__Work task__
The word to look for is "Papadiamanti". Report every line of the entries below that has it.
BEGIN
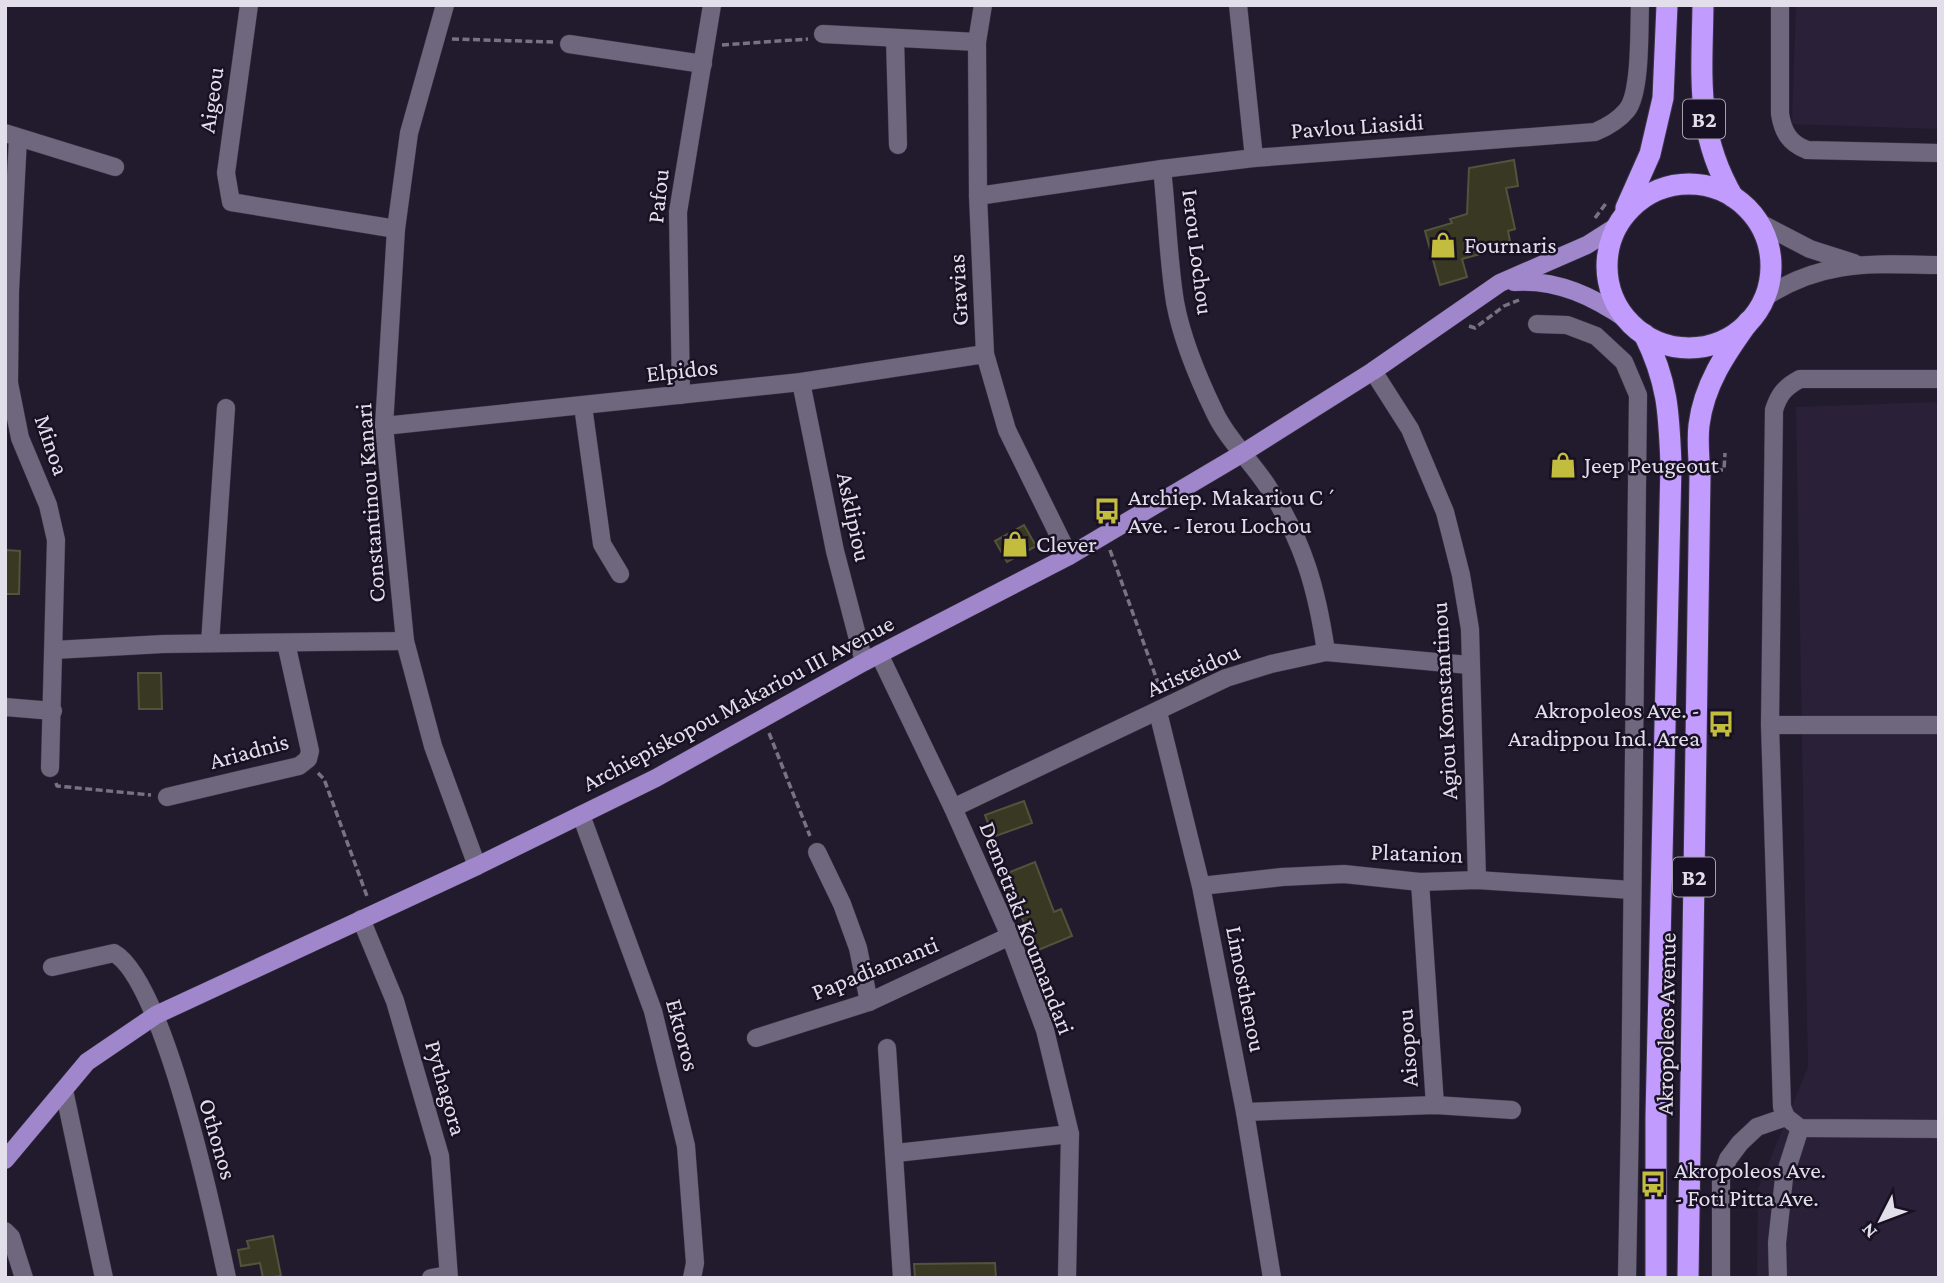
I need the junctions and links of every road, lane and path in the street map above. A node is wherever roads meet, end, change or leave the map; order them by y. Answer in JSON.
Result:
{"nodes":[{"id":1,"x":249,"y":5,"type":"edge"},
{"id":2,"x":445,"y":5,"type":"edge"},
{"id":3,"x":712,"y":5,"type":"edge"},
{"id":4,"x":983,"y":5,"type":"edge"},
{"id":5,"x":1238,"y":5,"type":"edge"},
{"id":6,"x":1640,"y":5,"type":"edge"},
{"id":7,"x":1667,"y":5,"type":"edge"},
{"id":8,"x":1703,"y":5,"type":"edge"},
{"id":9,"x":1780,"y":5,"type":"edge"},
{"id":10,"x":823,"y":33,"type":"joint"},
{"id":11,"x":435,"y":39,"type":"junction"},
{"id":12,"x":895,"y":39,"type":"junction"},
{"id":13,"x":977,"y":42,"type":"junction"},
{"id":14,"x":569,"y":44,"type":"joint"},
{"id":15,"x":704,"y":55,"type":"junction"},
{"id":16,"x":12,"y":136,"type":"edge"},
{"id":17,"x":898,"y":145,"type":"dead end"},
{"id":18,"x":1939,"y":153,"type":"edge"},
{"id":19,"x":1254,"y":158,"type":"junction"},
{"id":20,"x":115,"y":167,"type":"dead end"},
{"id":21,"x":1163,"y":169,"type":"junction"},
{"id":22,"x":1613,"y":194,"type":"dead end"},
{"id":23,"x":978,"y":196,"type":"junction"},
{"id":24,"x":1733,"y":197,"type":"junction"},
{"id":25,"x":1758,"y":222,"type":"junction"},
{"id":26,"x":1619,"y":223,"type":"junction"},
{"id":27,"x":1589,"y":225,"type":"dead end"},
{"id":28,"x":396,"y":229,"type":"junction"},
{"id":29,"x":1858,"y":264,"type":"junction"},
{"id":30,"x":1939,"y":265,"type":"edge"},
{"id":31,"x":1500,"y":283,"type":"junction"},
{"id":32,"x":1764,"y":298,"type":"junction"},
{"id":33,"x":1749,"y":321,"type":"junction"},
{"id":34,"x":1537,"y":324,"type":"dead end"},
{"id":35,"x":1637,"y":328,"type":"junction"},
{"id":36,"x":985,"y":354,"type":"junction"},
{"id":37,"x":1373,"y":371,"type":"junction"},
{"id":38,"x":1939,"y":379,"type":"edge"},
{"id":39,"x":801,"y":382,"type":"junction"},
{"id":40,"x":681,"y":395,"type":"junction"},
{"id":41,"x":583,"y":406,"type":"junction"},
{"id":42,"x":226,"y":408,"type":"dead end"},
{"id":43,"x":384,"y":426,"type":"junction"},
{"id":44,"x":1243,"y":453,"type":"junction"},
{"id":45,"x":1725,"y":453,"type":"dead end"},
{"id":46,"x":1700,"y":475,"type":"junction"},
{"id":47,"x":1104,"y":535,"type":"junction"},
{"id":48,"x":1069,"y":556,"type":"junction"},
{"id":49,"x":620,"y":574,"type":"dead end"},
{"id":50,"x":405,"y":641,"type":"junction"},
{"id":51,"x":210,"y":643,"type":"junction"},
{"id":52,"x":286,"y":643,"type":"junction"},
{"id":53,"x":54,"y":650,"type":"junction"},
{"id":54,"x":1326,"y":652,"type":"junction"},
{"id":55,"x":872,"y":658,"type":"junction"},
{"id":56,"x":1469,"y":665,"type":"junction"},
{"id":57,"x":5,"y":707,"type":"edge"},
{"id":58,"x":1163,"y":710,"type":"junction"},
{"id":59,"x":54,"y":711,"type":"junction"},
{"id":60,"x":764,"y":718,"type":"junction"},
{"id":61,"x":1770,"y":725,"type":"junction"},
{"id":62,"x":1939,"y":725,"type":"edge"},
{"id":63,"x":304,"y":762,"type":"junction"},
{"id":64,"x":50,"y":768,"type":"joint"},
{"id":65,"x":167,"y":797,"type":"joint"},
{"id":66,"x":953,"y":808,"type":"junction"},
{"id":67,"x":581,"y":815,"type":"junction"},
{"id":68,"x":817,"y":852,"type":"joint"},
{"id":69,"x":477,"y":866,"type":"junction"},
{"id":70,"x":1477,"y":880,"type":"junction"},
{"id":71,"x":1420,"y":882,"type":"junction"},
{"id":72,"x":1200,"y":886,"type":"junction"},
{"id":73,"x":1631,"y":890,"type":"junction"},
{"id":74,"x":367,"y":917,"type":"junction"},
{"id":75,"x":1010,"y":936,"type":"junction"},
{"id":76,"x":52,"y":967,"type":"dead end"},
{"id":77,"x":869,"y":1002,"type":"junction"},
{"id":78,"x":156,"y":1015,"type":"junction"},
{"id":79,"x":756,"y":1038,"type":"dead end"},
{"id":80,"x":887,"y":1048,"type":"dead end"},
{"id":81,"x":64,"y":1090,"type":"junction"},
{"id":82,"x":1435,"y":1105,"type":"junction"},
{"id":83,"x":1512,"y":1110,"type":"dead end"},
{"id":84,"x":1245,"y":1112,"type":"junction"},
{"id":85,"x":1793,"y":1123,"type":"junction"},
{"id":86,"x":1939,"y":1129,"type":"edge"},
{"id":87,"x":1070,"y":1134,"type":"junction"},
{"id":88,"x":896,"y":1153,"type":"junction"},
{"id":89,"x":5,"y":1160,"type":"edge"},
{"id":90,"x":5,"y":1231,"type":"edge"},
{"id":91,"x":443,"y":1277,"type":"edge"},
{"id":92,"x":24,"y":1278,"type":"edge"},
{"id":93,"x":104,"y":1278,"type":"edge"},
{"id":94,"x":227,"y":1278,"type":"edge"},
{"id":95,"x":692,"y":1278,"type":"edge"},
{"id":96,"x":902,"y":1278,"type":"edge"},
{"id":97,"x":1067,"y":1278,"type":"edge"},
{"id":98,"x":1272,"y":1278,"type":"edge"},
{"id":99,"x":1627,"y":1278,"type":"edge"},
{"id":100,"x":1656,"y":1278,"type":"edge"},
{"id":101,"x":1688,"y":1278,"type":"edge"},
{"id":102,"x":1721,"y":1278,"type":"edge"},
{"id":103,"x":1778,"y":1278,"type":"edge"}],
"edges":[{"from":1,"to":28,"type":"street","name":"Aigeou"},
{"from":2,"to":11,"type":"street","name":"Constantinou Kanari"},
{"from":3,"to":15,"type":"street","name":"Pafou"},
{"from":4,"to":13,"type":"street","name":"Gravias"},
{"from":5,"to":19,"type":"street"},
{"from":6,"to":19,"type":"street","name":"Pavlou Liasidi"},
{"from":7,"to":26,"type":"highway","number":"B2"},
{"from":8,"to":24,"type":"highway","number":"B2"},
{"from":9,"to":18,"type":"street"},
{"from":10,"to":12,"type":"street"},
{"from":10,"to":15,"type":"path"},
{"from":11,"to":14,"type":"path"},
{"from":11,"to":28,"type":"street","name":"Constantinou Kanari"},
{"from":12,"to":13,"type":"street"},
{"from":12,"to":17,"type":"street"},
{"from":13,"to":23,"type":"street","name":"Gravias"},
{"from":14,"to":15,"type":"street"},
{"from":15,"to":40,"type":"street","name":"Pafou"},
{"from":16,"to":20,"type":"street"},
{"from":16,"to":53,"type":"street","name":"Minoa"},
{"from":19,"to":21,"type":"street","name":"Pavlou Liasidi"},
{"from":21,"to":23,"type":"street","name":"Pavlou Liasidi"},
{"from":21,"to":44,"type":"street","name":"Ierou Lochou"},
{"from":22,"to":27,"type":"path"},
{"from":23,"to":36,"type":"street","name":"Gravias"},
{"from":24,"to":25,"type":"highway","number":"B2"},
{"from":24,"to":26,"type":"highway","number":"B2"},
{"from":25,"to":29,"type":"street"},
{"from":25,"to":32,"type":"highway","number":"B2"},
{"from":26,"to":31,"type":"main road","name":"Archiepiskopou Makariou III Avenue"},
{"from":26,"to":35,"type":"highway","number":"B2"},
{"from":28,"to":43,"type":"street","name":"Constantinou Kanari"},
{"from":29,"to":30,"type":"street"},
{"from":29,"to":32,"type":"street"},
{"from":31,"to":35,"type":"main road"},
{"from":31,"to":37,"type":"main road","name":"Archiepiskopou Makariou III Avenue"},
{"from":32,"to":33,"type":"highway","number":"B2"},
{"from":33,"to":35,"type":"highway","number":"B2"},
{"from":33,"to":46,"type":"highway","name":"Akropoleos Avenue","number":"B2"},
{"from":34,"to":73,"type":"street"},
{"from":35,"to":100,"type":"highway","name":"Akropoleos Avenue","number":"B2"},
{"from":36,"to":39,"type":"street","name":"Elpidos"},
{"from":36,"to":48,"type":"street","name":"Gravias"},
{"from":37,"to":44,"type":"main road","name":"Archiepiskopou Makariou III Avenue"},
{"from":37,"to":56,"type":"street","name":"Agiou Komstantinou"},
{"from":38,"to":61,"type":"street"},
{"from":39,"to":40,"type":"street","name":"Elpidos"},
{"from":39,"to":55,"type":"street","name":"Asklipiou"},
{"from":40,"to":41,"type":"street","name":"Elpidos"},
{"from":41,"to":43,"type":"street","name":"Elpidos"},
{"from":41,"to":49,"type":"street"},
{"from":42,"to":51,"type":"street"},
{"from":43,"to":50,"type":"street","name":"Constantinou Kanari"},
{"from":44,"to":47,"type":"main road","name":"Archiepiskopou Makariou III Avenue"},
{"from":44,"to":54,"type":"street","name":"Ierou Lochou"},
{"from":45,"to":46,"type":"path"},
{"from":46,"to":101,"type":"highway","name":"Akropoleos Avenue","number":"B2"},
{"from":47,"to":48,"type":"main road","name":"Archiepiskopou Makariou III Avenue"},
{"from":47,"to":58,"type":"path"},
{"from":48,"to":55,"type":"main road","name":"Archiepiskopou Makariou III Avenue"},
{"from":50,"to":52,"type":"street"},
{"from":50,"to":69,"type":"street","name":"Constantinou Kanari"},
{"from":51,"to":52,"type":"street"},
{"from":51,"to":53,"type":"street"},
{"from":52,"to":63,"type":"street","name":"Ariadnis"},
{"from":53,"to":59,"type":"street","name":"Minoa"},
{"from":54,"to":56,"type":"street","name":"Aristeidou"},
{"from":54,"to":58,"type":"street","name":"Aristeidou"},
{"from":55,"to":60,"type":"main road","name":"Archiepiskopou Makariou III Avenue"},
{"from":55,"to":66,"type":"street","name":"Demetraki Koumandari"},
{"from":56,"to":70,"type":"street","name":"Agiou Komstantinou"},
{"from":57,"to":59,"type":"street"},
{"from":58,"to":66,"type":"street","name":"Aristeidou"},
{"from":58,"to":72,"type":"street","name":"Limosthenou"},
{"from":59,"to":64,"type":"street","name":"Minoa"},
{"from":60,"to":67,"type":"main road","name":"Archiepiskopou Makariou III Avenue"},
{"from":60,"to":68,"type":"path"},
{"from":61,"to":62,"type":"street"},
{"from":61,"to":85,"type":"street"},
{"from":63,"to":65,"type":"street","name":"Ariadnis"},
{"from":63,"to":74,"type":"path"},
{"from":64,"to":65,"type":"path"},
{"from":66,"to":75,"type":"street","name":"Demetraki Koumandari"},
{"from":67,"to":69,"type":"main road","name":"Archiepiskopou Makariou III Avenue"},
{"from":67,"to":95,"type":"street","name":"Ektoros"},
{"from":68,"to":77,"type":"street"},
{"from":69,"to":74,"type":"main road","name":"Archiepiskopou Makariou III Avenue"},
{"from":70,"to":71,"type":"street","name":"Platanion"},
{"from":70,"to":73,"type":"street","name":"Platanion"},
{"from":71,"to":72,"type":"street","name":"Platanion"},
{"from":71,"to":82,"type":"street","name":"Aisopou"},
{"from":72,"to":84,"type":"street","name":"Limosthenou"},
{"from":73,"to":99,"type":"street"},
{"from":74,"to":78,"type":"main road","name":"Archiepiskopou Makariou III Avenue"},
{"from":74,"to":91,"type":"street","name":"Pythagora"},
{"from":75,"to":77,"type":"street","name":"Papadiamanti"},
{"from":75,"to":87,"type":"street","name":"Demetraki Koumandari"},
{"from":76,"to":78,"type":"street","name":"Othonos"},
{"from":77,"to":79,"type":"street","name":"Papadiamanti"},
{"from":78,"to":81,"type":"main road","name":"Archiepiskopou Makariou III Avenue"},
{"from":78,"to":94,"type":"street","name":"Othonos"},
{"from":80,"to":88,"type":"street"},
{"from":81,"to":89,"type":"main road","name":"Archiepiskopou Makariou III Avenue"},
{"from":81,"to":93,"type":"street"},
{"from":82,"to":83,"type":"street"},
{"from":82,"to":84,"type":"street","name":"Aisopou"},
{"from":84,"to":98,"type":"street","name":"Limosthenou"},
{"from":85,"to":86,"type":"street"},
{"from":85,"to":102,"type":"street"},
{"from":85,"to":103,"type":"street"},
{"from":87,"to":88,"type":"street"},
{"from":87,"to":97,"type":"street","name":"Demetraki Koumandari"},
{"from":88,"to":96,"type":"street"},
{"from":90,"to":92,"type":"street"}]}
END
__Result of the task__
{"from":75,"to":77,"type":"street","name":"Papadiamanti"},
{"from":77,"to":79,"type":"street","name":"Papadiamanti"},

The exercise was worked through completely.